A clarification and a grump

Grump first.

I find it rather ironic that in comments to a post talking about being dismissive, someone gets dismissive about the specific physical resemblances to OmegaDotter’s birthparents I talked about in my Somewhere in southern China… post.  One of the main points of that post was that there are things people think about (a lot) that don’t get talked about in blogs or that require a knowledge of the blog and the blogger to know it gets talked about elsewhere.  In that post, in that paragraph, I stuck to physical stuff.  If you read the rest of my blog, you’ll find things scattered here and there where I talk about personality traits.  But.  Tell me how to untangle the various aspects of OmegaDotter’s personality?  Please.  Tell me how to pinpoint this and say, “Oh, yes, that came direct from her birthfather!” or pinpoint that and say, “I’m sure that comes from her birthmother!” or pinpoint yet another trait and say, “That is a result of being in an orphanage for the first year of her life.”

We don’t know.  I think I said that all over the place in that particular post.  We don’t know. I can point to specific mannerisms and say it came from me or from OmegaDad or from even OmegaGranny–because I know those mannerisms like the back of my hand.  But I also know, from my own family experience, that likes, dislikes, personality traits, etc. are a weird amalgam of pieces from all over the genetic tree.  I’m like my mother in this set of personality traits; I’m like my father in that set; I’m like my Aunt F. in yet another; I’m like my grandmother in this, this, this, and that.

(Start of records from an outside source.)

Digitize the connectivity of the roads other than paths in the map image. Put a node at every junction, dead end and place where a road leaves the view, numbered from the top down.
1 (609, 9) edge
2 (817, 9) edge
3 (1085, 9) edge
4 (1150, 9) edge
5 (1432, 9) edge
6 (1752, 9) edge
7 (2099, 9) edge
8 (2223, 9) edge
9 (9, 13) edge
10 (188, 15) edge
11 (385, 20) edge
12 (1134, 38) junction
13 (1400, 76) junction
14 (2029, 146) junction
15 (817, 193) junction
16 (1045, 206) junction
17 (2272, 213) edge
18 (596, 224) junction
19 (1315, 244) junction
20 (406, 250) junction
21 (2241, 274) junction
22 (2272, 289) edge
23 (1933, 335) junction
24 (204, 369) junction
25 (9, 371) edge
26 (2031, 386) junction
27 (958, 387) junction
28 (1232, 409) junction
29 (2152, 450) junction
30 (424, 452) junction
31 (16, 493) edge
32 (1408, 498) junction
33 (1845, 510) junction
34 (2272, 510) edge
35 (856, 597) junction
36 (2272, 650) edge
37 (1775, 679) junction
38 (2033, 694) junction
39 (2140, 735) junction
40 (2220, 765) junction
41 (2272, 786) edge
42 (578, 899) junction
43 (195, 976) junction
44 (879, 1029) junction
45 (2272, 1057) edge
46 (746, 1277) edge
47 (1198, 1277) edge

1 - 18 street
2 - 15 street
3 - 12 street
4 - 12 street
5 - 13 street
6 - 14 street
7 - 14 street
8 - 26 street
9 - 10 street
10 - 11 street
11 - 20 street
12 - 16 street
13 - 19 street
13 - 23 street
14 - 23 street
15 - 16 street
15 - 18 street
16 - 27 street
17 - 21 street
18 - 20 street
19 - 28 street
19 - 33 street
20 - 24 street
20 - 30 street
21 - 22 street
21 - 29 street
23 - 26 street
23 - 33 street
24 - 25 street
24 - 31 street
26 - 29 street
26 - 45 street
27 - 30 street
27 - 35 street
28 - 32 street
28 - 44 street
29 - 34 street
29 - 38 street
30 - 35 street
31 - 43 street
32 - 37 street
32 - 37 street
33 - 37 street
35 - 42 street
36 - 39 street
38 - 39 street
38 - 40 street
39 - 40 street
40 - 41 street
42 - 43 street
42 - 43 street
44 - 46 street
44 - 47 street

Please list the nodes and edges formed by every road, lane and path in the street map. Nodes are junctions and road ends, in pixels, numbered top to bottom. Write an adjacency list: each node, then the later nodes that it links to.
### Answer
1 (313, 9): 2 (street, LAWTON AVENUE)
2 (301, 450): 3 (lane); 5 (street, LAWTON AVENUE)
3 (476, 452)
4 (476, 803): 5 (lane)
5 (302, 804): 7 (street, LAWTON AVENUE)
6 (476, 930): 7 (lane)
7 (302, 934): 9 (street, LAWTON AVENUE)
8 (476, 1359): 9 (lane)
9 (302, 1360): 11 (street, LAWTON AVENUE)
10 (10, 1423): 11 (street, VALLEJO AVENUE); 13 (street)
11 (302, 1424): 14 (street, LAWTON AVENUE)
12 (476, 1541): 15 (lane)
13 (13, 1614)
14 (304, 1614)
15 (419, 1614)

If I knew OmegaDotter’s birthfamily, I’d be able to point to things and say, “Oh, yes, that comes from her mother, and that comes from her father, and that comes from me, and this comes from OmegaDad.”

As it is, mostly I take her in her totality, as she is.  Every once in a while a mannerism that is mine takes me by surprise.  (Usually not very pleasantly–I’m obviously something of a clown and a bit bossy.)

I have even surrendered to the horsie obsession, which perhaps does spring from her birthfamily.  (I will point out that this is a statement of wry amusement about the whole horse thing, for those who find it difficult to figure out.)

I can say that she’s scary smart, she’s charming, she’s funny, she’s flirty, she’s stubborn as hell, she’s bossy.  She loves drawing and artwork.  I see flashes of what she will look like as an adult, and she will be beautiful.

Onto the clarification.

I found the comment trail on Karen’s post to be (har) dismissive of the original commenter’s post and rather obnoxious in the pack mentality it showed.  I did not and do not agree with the tone that many people took.  I think Karen’s original response was bound to rouse the posse, butbut…she did say some good things in that post.  The problem was that there was defensiveness all around.  My point in my post was that, given the way the comment was presented and the timing of the comment, it was bound to bring defensiveness to the fore.

If the anonymous commenter had really wanted to bring those issues out, perhaps a different blog would have been a better venue.  Because, frankly, if anyone’s read Karen’s blog on a regular basis, those issues have been talked about.  But I know a bunch of blogs of potential adoptive parents who don’t talk about or seem to think about those issues, and bloggers who might benefit from a little lecture like that.

And, once again, if the commenter thought it was so important, perhaps the commenter should have had the courage of her/his convictions, and put his/her name out there.  I personally despise anonymous commenters; I will always put my internet nom de plume on my comments.